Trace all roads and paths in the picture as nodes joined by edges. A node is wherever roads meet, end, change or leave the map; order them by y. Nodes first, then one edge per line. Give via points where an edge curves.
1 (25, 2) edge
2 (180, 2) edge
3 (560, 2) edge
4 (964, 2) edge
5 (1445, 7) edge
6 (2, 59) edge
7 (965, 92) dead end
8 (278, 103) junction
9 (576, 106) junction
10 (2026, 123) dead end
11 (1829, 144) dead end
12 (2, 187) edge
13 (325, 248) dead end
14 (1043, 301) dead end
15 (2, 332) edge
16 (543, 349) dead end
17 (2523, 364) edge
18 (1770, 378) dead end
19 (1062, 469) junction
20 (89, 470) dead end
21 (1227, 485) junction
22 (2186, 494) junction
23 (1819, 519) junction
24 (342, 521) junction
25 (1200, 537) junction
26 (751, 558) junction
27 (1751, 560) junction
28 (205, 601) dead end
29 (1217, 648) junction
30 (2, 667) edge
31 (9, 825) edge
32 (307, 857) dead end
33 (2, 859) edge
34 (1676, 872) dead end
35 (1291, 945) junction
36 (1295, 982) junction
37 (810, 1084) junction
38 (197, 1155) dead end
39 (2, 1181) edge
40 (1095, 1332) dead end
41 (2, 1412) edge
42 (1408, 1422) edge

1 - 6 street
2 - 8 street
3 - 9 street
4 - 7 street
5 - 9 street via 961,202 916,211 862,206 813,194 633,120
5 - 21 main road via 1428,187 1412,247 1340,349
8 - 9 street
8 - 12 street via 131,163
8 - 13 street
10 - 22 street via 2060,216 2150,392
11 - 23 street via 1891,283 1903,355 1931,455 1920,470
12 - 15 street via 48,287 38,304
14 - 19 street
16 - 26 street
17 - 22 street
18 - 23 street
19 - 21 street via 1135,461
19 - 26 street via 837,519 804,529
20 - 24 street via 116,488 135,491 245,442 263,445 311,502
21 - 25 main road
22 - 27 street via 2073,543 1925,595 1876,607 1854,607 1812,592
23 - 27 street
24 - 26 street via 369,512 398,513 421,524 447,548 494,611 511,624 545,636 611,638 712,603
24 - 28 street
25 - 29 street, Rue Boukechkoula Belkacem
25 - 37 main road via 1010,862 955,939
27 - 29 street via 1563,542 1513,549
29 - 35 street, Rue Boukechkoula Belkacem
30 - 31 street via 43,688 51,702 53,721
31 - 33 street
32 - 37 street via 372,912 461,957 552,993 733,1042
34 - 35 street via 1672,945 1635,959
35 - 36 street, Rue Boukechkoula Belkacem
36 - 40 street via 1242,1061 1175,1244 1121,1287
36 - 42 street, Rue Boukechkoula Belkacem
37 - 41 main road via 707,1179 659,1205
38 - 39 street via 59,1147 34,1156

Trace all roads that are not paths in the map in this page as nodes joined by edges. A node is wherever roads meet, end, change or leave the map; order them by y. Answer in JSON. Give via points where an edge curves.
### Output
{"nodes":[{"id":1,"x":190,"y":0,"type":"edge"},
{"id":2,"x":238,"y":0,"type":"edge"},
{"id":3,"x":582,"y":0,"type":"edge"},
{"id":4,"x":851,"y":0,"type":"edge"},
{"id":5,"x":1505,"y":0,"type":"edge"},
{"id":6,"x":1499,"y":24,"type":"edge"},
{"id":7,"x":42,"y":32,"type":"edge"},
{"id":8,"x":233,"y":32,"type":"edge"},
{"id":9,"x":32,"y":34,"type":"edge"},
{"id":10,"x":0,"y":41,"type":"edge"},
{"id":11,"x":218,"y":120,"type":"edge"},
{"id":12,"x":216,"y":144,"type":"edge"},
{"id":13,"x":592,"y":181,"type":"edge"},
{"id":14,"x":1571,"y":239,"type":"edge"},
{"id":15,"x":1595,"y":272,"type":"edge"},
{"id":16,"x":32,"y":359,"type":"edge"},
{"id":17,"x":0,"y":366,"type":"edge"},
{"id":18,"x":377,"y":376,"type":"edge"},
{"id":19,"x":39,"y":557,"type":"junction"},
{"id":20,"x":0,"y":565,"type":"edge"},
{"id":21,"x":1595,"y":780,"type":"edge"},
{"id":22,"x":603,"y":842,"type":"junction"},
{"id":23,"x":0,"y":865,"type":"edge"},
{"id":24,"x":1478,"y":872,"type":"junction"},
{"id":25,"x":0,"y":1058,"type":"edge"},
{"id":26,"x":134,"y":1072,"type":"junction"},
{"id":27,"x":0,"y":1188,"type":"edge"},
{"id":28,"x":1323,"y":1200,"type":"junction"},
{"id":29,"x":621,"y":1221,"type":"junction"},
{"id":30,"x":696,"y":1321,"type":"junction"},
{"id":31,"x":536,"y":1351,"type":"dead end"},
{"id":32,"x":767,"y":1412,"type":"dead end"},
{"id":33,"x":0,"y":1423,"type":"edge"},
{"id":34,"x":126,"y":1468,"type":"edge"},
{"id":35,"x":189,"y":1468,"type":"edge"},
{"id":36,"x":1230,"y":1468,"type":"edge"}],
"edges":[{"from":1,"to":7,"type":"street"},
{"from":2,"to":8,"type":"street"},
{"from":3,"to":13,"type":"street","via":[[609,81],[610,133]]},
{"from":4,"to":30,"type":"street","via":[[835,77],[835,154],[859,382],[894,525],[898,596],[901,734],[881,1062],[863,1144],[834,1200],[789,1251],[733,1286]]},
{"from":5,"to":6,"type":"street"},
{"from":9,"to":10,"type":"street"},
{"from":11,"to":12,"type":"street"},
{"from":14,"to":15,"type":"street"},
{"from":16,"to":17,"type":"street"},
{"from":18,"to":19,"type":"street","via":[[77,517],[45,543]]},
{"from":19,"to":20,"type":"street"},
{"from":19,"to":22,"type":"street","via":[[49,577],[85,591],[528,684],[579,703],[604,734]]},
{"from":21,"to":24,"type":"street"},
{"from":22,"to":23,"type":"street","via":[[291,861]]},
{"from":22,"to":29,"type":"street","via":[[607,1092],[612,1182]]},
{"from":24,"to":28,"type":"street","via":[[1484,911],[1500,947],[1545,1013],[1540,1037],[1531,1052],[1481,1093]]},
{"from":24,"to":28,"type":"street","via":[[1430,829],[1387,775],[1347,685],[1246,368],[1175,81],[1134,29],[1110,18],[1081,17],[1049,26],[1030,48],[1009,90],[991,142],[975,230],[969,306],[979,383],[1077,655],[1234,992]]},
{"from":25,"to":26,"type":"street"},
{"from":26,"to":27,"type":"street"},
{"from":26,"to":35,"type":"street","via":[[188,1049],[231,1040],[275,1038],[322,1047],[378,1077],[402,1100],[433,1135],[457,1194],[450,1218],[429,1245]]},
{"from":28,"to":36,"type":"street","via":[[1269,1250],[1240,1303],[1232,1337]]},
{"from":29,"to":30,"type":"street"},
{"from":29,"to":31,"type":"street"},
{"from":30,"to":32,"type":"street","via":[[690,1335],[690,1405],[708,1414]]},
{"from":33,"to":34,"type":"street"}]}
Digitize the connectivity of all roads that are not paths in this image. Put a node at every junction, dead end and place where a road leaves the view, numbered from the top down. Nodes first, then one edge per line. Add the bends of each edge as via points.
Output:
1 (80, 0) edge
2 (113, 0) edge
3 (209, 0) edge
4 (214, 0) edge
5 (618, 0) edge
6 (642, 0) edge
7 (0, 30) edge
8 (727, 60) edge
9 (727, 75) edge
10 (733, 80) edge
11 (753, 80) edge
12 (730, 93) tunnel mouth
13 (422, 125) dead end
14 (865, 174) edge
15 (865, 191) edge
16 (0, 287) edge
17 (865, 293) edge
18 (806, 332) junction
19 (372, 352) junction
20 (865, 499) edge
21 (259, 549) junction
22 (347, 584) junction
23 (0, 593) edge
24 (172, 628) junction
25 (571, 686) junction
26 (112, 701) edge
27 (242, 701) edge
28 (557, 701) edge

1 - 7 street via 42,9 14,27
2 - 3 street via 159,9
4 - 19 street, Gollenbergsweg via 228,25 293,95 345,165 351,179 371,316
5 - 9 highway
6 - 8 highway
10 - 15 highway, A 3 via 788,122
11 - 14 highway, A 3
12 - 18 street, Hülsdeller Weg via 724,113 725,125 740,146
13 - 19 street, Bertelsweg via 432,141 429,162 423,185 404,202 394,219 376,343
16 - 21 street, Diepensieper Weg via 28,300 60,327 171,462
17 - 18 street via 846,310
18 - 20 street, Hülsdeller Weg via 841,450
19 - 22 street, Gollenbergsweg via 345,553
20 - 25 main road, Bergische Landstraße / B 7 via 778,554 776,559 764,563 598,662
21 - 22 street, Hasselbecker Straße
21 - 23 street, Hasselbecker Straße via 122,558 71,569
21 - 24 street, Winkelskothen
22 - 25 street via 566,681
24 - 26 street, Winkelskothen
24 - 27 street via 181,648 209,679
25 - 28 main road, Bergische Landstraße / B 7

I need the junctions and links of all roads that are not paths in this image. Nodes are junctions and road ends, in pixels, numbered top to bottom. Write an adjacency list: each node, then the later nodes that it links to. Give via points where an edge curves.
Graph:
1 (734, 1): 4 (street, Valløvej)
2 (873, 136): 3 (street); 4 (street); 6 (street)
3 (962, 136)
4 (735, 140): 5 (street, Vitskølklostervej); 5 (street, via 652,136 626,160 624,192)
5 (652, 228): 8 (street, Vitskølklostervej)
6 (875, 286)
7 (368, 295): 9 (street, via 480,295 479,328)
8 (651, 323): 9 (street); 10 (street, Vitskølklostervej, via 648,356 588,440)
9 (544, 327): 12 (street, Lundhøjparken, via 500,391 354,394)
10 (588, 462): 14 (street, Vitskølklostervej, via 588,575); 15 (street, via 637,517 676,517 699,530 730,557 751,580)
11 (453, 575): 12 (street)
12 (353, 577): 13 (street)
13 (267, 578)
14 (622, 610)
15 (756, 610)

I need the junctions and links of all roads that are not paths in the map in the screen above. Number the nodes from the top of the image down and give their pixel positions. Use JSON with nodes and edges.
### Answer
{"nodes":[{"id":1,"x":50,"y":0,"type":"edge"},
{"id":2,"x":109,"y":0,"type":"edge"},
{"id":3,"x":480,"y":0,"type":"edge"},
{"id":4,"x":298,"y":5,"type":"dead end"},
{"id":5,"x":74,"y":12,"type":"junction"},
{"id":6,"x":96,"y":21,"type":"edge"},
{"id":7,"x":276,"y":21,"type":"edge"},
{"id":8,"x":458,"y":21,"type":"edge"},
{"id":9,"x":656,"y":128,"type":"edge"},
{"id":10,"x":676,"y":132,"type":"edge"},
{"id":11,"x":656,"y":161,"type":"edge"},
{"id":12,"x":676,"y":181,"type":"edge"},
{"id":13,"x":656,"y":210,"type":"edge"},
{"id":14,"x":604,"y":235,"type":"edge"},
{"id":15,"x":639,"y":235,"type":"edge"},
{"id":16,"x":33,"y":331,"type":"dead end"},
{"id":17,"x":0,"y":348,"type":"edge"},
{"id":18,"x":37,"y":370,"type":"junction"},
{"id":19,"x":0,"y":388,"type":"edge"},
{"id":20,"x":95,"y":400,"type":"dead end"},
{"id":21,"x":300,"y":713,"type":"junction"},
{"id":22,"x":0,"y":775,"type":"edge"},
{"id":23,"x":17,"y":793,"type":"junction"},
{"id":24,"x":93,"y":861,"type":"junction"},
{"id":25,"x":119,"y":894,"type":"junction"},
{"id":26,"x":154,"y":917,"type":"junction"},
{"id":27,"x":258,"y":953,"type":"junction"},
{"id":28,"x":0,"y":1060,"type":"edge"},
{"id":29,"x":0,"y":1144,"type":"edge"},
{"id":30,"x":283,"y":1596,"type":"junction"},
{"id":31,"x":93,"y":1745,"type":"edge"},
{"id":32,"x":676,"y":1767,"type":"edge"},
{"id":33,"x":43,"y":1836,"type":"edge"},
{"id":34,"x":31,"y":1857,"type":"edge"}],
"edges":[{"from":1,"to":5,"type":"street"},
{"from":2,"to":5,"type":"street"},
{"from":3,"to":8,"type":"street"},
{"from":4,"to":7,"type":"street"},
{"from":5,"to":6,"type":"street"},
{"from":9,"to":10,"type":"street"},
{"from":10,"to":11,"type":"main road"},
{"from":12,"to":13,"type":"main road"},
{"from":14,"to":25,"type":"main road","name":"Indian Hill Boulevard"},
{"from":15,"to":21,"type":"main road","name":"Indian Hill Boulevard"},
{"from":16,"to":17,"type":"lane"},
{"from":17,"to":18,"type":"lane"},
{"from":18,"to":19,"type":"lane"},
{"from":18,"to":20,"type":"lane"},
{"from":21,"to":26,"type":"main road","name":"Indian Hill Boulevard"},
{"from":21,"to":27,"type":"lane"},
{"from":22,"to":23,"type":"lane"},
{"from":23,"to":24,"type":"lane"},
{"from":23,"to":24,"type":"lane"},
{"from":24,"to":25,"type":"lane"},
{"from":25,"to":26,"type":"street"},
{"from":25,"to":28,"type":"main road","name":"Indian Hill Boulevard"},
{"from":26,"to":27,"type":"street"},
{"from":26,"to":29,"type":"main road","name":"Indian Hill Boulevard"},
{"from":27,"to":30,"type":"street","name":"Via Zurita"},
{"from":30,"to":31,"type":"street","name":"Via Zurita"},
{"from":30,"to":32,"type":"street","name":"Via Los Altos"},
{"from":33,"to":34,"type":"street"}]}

════════════════

- [Task objective]:
For each line above that contains the word "Landstraße", give the line as it is written.

- [Answer for the task]:
20 - 25 main road, Bergische Landstraße / B 7 via 778,554 776,559 764,563 598,662
25 - 28 main road, Bergische Landstraße / B 7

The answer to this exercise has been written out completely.